Inhibits phagocytosis, prevents opsonisation, reduces complement, vaccine target.

Question 81

How does Neisseria gonorrhoeae vary its pili?

Answer 81

Recombination between pilE and pilS loci leads to antigenic variation.

Question 82

What is the effect of LOS sialylation?

Answer 82

Mimics host glycans, inhibits complement activation, reduces antibody binding.

Question 83

What do IgA proteases do?

Answer 83

Cleave IgA1 at hinge, disrupt mucosal immunity, produced by Neisseria and Haemophilus.

Question 84

How do bacterial capsules affect opsonophagocytosis?

Answer 84

Prevent complement and antibody deposition, shield surface antigens.

Question 85

What does the Type III secretion system do?

Answer 85

Injects effectors into host cells, modulates immune signalling, e.g.
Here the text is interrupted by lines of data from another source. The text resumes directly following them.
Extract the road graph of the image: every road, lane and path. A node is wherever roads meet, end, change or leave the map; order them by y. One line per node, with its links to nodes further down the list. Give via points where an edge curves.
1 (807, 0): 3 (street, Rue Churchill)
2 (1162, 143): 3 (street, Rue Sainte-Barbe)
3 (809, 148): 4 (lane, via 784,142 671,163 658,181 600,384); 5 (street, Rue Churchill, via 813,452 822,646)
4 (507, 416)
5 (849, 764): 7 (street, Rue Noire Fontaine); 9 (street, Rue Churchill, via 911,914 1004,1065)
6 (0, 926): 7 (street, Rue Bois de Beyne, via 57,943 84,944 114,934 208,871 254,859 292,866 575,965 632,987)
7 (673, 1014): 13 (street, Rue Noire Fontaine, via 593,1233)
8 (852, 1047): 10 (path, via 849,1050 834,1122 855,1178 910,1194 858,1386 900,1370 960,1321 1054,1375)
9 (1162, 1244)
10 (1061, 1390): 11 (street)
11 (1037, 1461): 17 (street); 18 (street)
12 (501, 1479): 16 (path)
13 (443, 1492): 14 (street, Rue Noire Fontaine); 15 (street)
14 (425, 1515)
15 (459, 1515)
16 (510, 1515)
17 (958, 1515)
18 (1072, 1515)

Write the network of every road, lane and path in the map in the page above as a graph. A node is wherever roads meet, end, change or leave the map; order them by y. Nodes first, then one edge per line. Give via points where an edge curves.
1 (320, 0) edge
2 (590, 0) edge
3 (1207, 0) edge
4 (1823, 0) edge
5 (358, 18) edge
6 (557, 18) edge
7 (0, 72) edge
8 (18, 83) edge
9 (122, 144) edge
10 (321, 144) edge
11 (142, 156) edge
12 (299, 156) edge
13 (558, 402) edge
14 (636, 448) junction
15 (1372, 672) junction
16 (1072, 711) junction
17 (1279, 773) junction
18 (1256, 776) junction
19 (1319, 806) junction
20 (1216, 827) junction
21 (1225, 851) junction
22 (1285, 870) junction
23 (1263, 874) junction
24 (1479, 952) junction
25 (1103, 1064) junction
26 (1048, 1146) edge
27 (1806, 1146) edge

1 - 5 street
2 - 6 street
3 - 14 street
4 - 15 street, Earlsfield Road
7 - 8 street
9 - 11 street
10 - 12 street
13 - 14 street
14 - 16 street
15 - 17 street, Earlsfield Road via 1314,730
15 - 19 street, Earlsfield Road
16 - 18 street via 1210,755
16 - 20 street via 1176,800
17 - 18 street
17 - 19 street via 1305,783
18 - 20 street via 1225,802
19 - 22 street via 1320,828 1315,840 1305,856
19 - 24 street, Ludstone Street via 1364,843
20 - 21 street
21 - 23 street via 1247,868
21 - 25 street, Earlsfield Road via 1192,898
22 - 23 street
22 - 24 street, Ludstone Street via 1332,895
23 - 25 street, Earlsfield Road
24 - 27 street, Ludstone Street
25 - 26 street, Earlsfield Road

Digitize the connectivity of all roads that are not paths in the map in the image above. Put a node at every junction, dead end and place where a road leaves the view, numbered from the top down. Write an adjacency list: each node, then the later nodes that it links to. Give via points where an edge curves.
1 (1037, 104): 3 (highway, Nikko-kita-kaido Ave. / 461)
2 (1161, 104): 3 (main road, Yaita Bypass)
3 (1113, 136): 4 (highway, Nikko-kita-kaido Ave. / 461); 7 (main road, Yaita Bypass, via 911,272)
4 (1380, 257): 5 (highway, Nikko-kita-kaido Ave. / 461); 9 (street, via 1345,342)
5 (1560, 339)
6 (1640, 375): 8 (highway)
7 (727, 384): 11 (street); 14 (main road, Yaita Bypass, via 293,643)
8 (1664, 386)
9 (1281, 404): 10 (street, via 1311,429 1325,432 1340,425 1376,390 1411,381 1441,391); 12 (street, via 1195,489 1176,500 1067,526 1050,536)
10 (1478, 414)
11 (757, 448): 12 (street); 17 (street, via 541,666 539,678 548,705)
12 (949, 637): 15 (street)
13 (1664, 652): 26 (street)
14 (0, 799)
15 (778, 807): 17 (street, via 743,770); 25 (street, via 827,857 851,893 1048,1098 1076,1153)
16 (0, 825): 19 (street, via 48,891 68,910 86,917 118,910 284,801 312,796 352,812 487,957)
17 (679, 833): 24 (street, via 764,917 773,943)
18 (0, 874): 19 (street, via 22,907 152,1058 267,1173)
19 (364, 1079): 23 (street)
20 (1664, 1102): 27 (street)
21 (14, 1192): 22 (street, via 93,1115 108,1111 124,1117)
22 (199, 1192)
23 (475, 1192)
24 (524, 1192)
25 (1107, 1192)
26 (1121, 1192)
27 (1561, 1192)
Salmonella.

Question 86

How does Salmonella survive in macrophages?

Answer 86

Prevents lysosome fusion, detoxifies ROS, resides in SCVs.

Question 87

What is the role of PVL in S. aureus infections?

Answer 87

Kills neutrophils, promotes pus and necrosis, enhances immune evasion.

Question 88

Why are biofilms hard to treat?

Answer 88

Resist immune cells and antibiotics, promote chronic infection, alter gene expression.

Question 89

How does molecular mimicry benefit pathogens?

Answer 89

Avoids immune recognition, may induce tolerance or autoimmunity.